The node serves about 700 customers in Humbolt and Del Norte counties, and when the system goes down, said Goldberg, ``We hear about it within 10 minutes.''
Some facilities just lucked out. Mobius Net in San Francisco has no backup power, but their part of the city had no power outage.
Able Technical Services in San Jose has ``a lot of customer,'' said owner Howard Melworm, but only short-term battery backup. Fortunately, his part of the town did not lose power. South San Jose was not so lucky.
Melworm said that some access providers ``can't afford to be reliable'' by purchasing backup power systems. They can cost up to $100,000.

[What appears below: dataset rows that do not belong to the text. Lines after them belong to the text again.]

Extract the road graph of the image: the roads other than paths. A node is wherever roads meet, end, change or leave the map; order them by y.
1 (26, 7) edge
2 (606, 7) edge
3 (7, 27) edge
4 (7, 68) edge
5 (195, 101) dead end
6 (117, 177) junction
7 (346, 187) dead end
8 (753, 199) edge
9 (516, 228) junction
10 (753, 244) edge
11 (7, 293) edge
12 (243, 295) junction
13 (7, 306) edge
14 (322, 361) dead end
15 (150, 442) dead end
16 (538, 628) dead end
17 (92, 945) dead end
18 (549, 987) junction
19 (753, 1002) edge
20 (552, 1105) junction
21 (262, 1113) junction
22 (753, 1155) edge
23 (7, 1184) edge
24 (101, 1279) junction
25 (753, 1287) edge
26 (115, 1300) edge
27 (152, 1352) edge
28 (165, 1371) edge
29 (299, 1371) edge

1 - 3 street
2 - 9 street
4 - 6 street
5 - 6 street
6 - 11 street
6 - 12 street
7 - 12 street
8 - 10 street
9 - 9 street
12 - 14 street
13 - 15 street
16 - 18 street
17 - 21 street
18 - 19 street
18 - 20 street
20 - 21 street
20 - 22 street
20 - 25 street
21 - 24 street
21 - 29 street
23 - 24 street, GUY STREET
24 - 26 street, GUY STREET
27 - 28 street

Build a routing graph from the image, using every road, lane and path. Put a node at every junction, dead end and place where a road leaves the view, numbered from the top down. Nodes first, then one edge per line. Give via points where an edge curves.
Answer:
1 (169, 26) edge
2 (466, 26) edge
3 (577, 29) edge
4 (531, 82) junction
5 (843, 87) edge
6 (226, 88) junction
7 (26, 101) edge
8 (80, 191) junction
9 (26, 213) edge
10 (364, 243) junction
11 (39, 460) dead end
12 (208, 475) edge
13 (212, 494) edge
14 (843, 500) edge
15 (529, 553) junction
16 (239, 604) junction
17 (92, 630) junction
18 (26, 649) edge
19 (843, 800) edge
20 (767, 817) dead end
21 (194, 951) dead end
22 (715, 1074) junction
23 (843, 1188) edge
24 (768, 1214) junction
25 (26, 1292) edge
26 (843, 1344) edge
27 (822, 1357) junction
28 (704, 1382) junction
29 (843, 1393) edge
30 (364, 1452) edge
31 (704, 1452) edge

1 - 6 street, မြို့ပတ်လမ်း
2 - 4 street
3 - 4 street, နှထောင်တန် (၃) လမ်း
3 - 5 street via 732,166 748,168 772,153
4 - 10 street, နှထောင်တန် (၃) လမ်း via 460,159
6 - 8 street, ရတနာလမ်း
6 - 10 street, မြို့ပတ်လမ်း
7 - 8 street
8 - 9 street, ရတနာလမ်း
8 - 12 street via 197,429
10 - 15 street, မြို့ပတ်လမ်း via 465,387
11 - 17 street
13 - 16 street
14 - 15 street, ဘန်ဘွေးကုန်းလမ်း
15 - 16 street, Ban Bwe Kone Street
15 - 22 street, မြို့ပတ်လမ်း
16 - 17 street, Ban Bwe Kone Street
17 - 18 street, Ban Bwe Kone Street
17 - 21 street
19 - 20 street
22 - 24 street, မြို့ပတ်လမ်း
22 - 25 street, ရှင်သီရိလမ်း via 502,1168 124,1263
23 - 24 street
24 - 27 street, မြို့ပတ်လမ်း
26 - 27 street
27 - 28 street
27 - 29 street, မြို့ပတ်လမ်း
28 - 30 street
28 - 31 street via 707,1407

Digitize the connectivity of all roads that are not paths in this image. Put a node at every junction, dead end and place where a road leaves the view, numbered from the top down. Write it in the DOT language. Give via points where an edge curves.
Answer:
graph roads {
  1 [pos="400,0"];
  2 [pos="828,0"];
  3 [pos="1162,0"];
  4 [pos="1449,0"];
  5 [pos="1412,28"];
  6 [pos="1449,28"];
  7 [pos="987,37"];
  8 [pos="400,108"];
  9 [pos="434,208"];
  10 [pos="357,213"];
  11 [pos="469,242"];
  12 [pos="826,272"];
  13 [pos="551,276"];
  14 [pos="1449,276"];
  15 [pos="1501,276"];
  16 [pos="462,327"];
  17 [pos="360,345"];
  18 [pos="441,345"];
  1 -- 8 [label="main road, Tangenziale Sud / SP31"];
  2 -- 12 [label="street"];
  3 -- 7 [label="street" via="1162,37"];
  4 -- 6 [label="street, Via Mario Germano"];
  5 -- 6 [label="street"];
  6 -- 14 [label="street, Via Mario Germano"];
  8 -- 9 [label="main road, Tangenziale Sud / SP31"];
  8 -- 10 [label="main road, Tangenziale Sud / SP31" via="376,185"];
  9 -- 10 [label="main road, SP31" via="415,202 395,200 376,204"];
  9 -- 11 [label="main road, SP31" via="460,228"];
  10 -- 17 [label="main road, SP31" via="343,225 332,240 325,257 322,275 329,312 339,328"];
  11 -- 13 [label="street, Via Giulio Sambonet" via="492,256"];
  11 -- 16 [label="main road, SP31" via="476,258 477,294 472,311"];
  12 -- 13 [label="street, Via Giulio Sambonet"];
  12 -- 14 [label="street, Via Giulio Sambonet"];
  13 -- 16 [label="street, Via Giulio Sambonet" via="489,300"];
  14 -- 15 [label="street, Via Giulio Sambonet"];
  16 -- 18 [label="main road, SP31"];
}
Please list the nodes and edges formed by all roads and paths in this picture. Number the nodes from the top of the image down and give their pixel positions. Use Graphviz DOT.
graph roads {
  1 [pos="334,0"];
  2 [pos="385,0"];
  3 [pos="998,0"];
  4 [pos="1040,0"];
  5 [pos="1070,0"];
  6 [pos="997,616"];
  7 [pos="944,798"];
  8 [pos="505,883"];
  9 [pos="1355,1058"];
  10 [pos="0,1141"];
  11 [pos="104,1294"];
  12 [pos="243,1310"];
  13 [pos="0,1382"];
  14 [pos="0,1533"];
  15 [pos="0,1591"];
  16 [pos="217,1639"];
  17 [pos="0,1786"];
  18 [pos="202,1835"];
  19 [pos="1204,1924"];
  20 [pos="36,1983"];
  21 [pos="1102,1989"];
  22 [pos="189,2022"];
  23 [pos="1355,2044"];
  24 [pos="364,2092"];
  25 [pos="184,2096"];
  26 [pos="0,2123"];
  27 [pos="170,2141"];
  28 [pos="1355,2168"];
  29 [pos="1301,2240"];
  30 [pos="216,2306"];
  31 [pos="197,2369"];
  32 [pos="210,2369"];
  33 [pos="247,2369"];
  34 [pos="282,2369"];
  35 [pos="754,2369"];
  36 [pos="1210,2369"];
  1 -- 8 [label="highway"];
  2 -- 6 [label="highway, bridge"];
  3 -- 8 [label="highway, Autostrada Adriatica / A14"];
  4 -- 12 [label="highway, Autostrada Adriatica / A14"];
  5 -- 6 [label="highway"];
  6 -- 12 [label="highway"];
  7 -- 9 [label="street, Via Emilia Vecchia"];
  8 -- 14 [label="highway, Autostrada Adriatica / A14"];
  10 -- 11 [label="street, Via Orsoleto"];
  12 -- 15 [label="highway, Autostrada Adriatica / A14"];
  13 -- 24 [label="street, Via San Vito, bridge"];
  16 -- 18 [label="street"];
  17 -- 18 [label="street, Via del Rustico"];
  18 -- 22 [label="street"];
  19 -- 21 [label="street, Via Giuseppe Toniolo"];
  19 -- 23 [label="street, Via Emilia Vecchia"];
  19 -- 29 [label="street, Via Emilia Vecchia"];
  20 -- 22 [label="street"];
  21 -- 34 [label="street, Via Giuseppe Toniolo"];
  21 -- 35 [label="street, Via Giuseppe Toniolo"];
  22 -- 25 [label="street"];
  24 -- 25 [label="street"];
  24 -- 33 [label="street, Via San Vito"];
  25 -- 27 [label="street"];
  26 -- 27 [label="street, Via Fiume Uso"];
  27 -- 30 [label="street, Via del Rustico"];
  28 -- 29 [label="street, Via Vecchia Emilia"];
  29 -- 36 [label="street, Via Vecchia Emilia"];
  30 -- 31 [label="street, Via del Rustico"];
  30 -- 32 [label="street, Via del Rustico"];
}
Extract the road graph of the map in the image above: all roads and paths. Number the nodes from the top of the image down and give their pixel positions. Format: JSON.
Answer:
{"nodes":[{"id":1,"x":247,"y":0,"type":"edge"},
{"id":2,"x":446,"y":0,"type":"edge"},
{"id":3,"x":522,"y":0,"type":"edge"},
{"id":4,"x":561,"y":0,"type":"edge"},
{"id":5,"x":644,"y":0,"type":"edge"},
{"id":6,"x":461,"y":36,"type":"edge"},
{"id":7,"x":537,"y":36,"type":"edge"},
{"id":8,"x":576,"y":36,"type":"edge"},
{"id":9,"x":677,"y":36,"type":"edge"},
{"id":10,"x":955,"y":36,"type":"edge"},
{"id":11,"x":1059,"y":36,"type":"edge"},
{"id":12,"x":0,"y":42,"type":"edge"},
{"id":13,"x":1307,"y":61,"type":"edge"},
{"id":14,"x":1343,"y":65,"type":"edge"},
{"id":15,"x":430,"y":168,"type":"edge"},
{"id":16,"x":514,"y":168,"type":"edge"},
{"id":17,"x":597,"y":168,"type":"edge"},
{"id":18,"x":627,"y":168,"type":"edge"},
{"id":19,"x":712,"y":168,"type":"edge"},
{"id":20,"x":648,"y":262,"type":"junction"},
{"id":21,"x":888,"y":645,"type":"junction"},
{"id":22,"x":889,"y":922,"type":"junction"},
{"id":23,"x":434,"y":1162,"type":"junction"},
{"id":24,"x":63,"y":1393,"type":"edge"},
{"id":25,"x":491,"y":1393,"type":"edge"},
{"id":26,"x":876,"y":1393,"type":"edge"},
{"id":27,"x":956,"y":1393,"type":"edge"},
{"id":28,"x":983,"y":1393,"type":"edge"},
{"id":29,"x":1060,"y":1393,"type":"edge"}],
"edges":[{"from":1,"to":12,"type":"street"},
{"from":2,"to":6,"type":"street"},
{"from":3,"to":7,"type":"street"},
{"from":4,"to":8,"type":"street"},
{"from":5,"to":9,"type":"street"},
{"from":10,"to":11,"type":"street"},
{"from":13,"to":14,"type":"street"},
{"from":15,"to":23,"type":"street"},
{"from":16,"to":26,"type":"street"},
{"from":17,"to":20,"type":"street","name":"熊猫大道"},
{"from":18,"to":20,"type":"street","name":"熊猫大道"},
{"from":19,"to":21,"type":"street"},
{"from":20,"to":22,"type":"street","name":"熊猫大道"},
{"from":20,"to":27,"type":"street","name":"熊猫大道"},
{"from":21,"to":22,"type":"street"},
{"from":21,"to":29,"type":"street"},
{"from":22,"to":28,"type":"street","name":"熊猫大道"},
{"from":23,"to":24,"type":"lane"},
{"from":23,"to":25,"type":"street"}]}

For that reason he doubts that the Internet will achieve the reliability of the telephone system prior to its bust up. When the phone system was one large company, he said, it was affordable to build in reliability.
Said Levy of Internet Connection, ``What happened last week was nothing.'' He said that many of the smaller access providers don't have backup equipment on the shelf for when equipment failures occur. Internet Connection, despite last week's failure, does, he said.
Netcom Communications of San Jose, one of the largest Internet companies, and Creative Net of San Francisco failed to return 2 calls about backup power. Connex Communications of San Francisco and Pacific Net of Ukiah also failed to return calls.